The CCJEF plaintiffs contend that for children to have a constitutionally “suitable” education, schools must have certain essential resources:

  • high quality preschool;
  • appropriate class size;
  • programs and services for at-risk students;
  • high quality administrators and teachers;
  • modern and adequate library facilities;
  • modern technology and appropriate instruction;
  • an adequate number of hours of instruction;
  • a rigorous curriculum with a wide breadth of courses;
  • modern and appropriate textbooks;
  • a healthy, safe, well-maintained school environment conducive to learning;
  • adequate special needs services;
  • appropriate career and academic counseling; and
  • suitably run extra-curricular activities

This list of essential resources is consistent with what courts across the nation deem necessary for a constitutionally adequate education.

In the state’s last attempt to dismiss the case, in 2013, Gov. Dannel P. Malloy’s administration claimed that its 2012 reforms, including yearly common core standardized testing of students, evaluating teachers by students’ standardized test scores and a system of ranking, shaming and punishing districts with low test scores, would solve all the state’s education woes.

This failed tactic was attempted by states in other school funding cases, such as Kansas. The Kansas court declared that relying on similar unproven reforms rather than adequate funding was “experimenting with our children (who) have no recourse from a failure of the experiment.”

The CCJEF court ruled that there is no evidence that Malloy’s reforms would redress the constitutional inadequacies and ordered that the state prove it at trial.

The state has known all along that the plaintiffs are right — that schools need the essential resources the CCJEF plaintiffs demand. In 2005, Connecticut’s top education official, Commissioner Betty Sternberg, wrote to then-Education Secretary Margaret Spellings and told her so.

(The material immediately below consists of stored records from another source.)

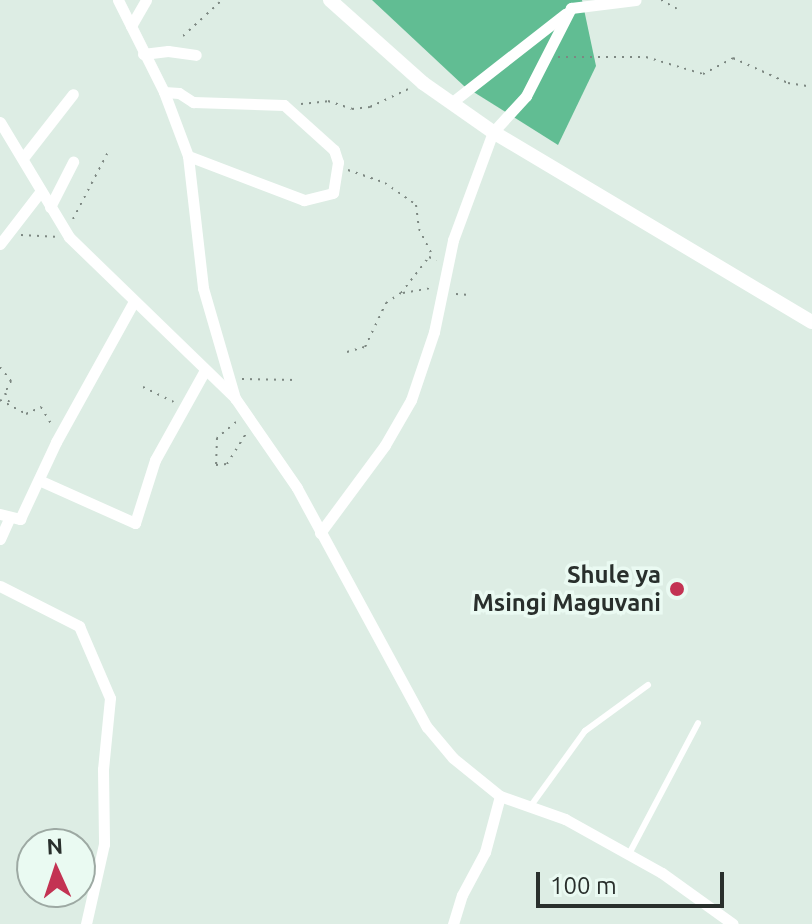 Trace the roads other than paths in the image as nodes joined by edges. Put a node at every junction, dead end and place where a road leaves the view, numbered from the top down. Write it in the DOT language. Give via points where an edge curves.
graph roads {
  1 [pos="118,0"];
  2 [pos="146,0"];
  3 [pos="330,0"];
  4 [pos="636,0"];
  5 [pos="572,4"];
  6 [pos="131,26"];
  7 [pos="143,54"];
  8 [pos="196,55"];
  9 [pos="164,92"];
  10 [pos="73,94"];
  11 [pos="451,103"];
  12 [pos="0,122"];
  13 [pos="493,132"];
  14 [pos="188,156"];
  15 [pos="23,158"];
  16 [pos="73,162"];
  17 [pos="41,191"];
  18 [pos="50,207"];
  19 [pos="4,239"];
  20 [pos="134,301"];
  21 [pos="812,322"];
  22 [pos="204,372"];
  23 [pos="235,398"];
  24 [pos="41,481"];
  25 [pos="4,516"];
  26 [pos="320,533"];
  27 [pos="0,539"];
  28 [pos="0,586"];
  29 [pos="648,685"];
  30 [pos="698,723"];
  31 [pos="500,796"];
  32 [pos="530,807"];
  33 [pos="629,854"];
  34 [pos="86,924"];
  35 [pos="453,924"];
  36 [pos="733,924"];
  1 -- 6 [label="street"];
  2 -- 6 [label="street"];
  3 -- 11 [label="street"];
  4 -- 5 [label="street"];
  5 -- 11 [label="street" via="557,25 470,84"];
  5 -- 13 [label="street" via="526,96"];
  6 -- 7 [label="street"];
  7 -- 8 [label="street"];
  7 -- 9 [label="street"];
  9 -- 14 [label="street"];
  9 -- 14 [label="street" via="193,102 284,105 334,150 338,162 333,193 304,200"];
  10 -- 15 [label="street"];
  11 -- 13 [label="street"];
  12 -- 15 [label="street"];
  13 -- 21 [label="street"];
  13 -- 26 [label="street" via="444,270 434,332 411,400"];
  14 -- 23 [label="street" via="203,288"];
  15 -- 17 [label="street"];
  16 -- 18 [label="street"];
  17 -- 18 [label="street"];
  17 -- 19 [label="street"];
  18 -- 20 [label="street" via="67,233"];
  20 -- 22 [label="street"];
  20 -- 24 [label="street" via="62,431"];
  22 -- 23 [label="street"];
  22 -- 24 [label="street" via="155,460 135,523"];
  23 -- 26 [label="street"];
  24 -- 25 [label="street" via="20,519"];
  25 -- 27 [label="street"];
  26 -- 31 [label="street" via="427,727 453,758"];
  28 -- 34 [label="street" via="79,626 110,698 103,769 104,844"];
  29 -- 32 [label="lane" via="585,731"];
  30 -- 33 [label="lane"];
  31 -- 32 [label="street"];
  31 -- 35 [label="street" via="485,852"];
  32 -- 33 [label="street" via="565,819"];
  33 -- 36 [label="street"];
}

In the letter, Commissioner Sternberg requested permission to continue testing children only in grades 4,6, 8 and 10. She stated that adding standardized tests in the other grades “will cost millions of dollars and will tell us nothing that we do not already know about our students’ achievement and what we must do to improve it.”

Sternberg maintained that high-needs schools needed support to improve and set forth proven strategies to improve education, including:

  • High quality preschool;
  • School based health centers/family resource centers;
  • Small class size;
  • Adequate support staff, such as nurses, social workers, psychologists, reading specialists and guidance counselors;
  • Incentives to retain experienced teachers;
  • Adequate technology, curriculum, supplies and professional development;
  • Adequate learning time;
  • Adequate space for learning.

In 2005, Connecticut’s top education official enumerated almost the exact same list of resources that the CCJEF plaintiffs seek. Moreover, Commissioner Sternberg maintained that these resources “are not a buffet,” but rather a “full-course meal.” “If we want to see significant improvement in student achievement, all of these areas should move ahead in concert,” she wrote.

Despite this admission by the state that schools need these essential resources, the state did nothing over the past 10 years to try to ensure every Connecticut school be properly equipped. Rather, the state chose to waste millions of taxpayer dollars in a futile attempt to keep the facts about its failure to fund schools from coming out in court. During that time, a generation of Connecticut children passed through the educational system deprived of basic educational resources they needed to succeed in school and life.

The governor, legislature and state education officials knowingly and repeatedly disregarded their duty to our children. One hopes that when the facts finally emerge, the court will grant our children the justice Connecticut politicians consistently denied them.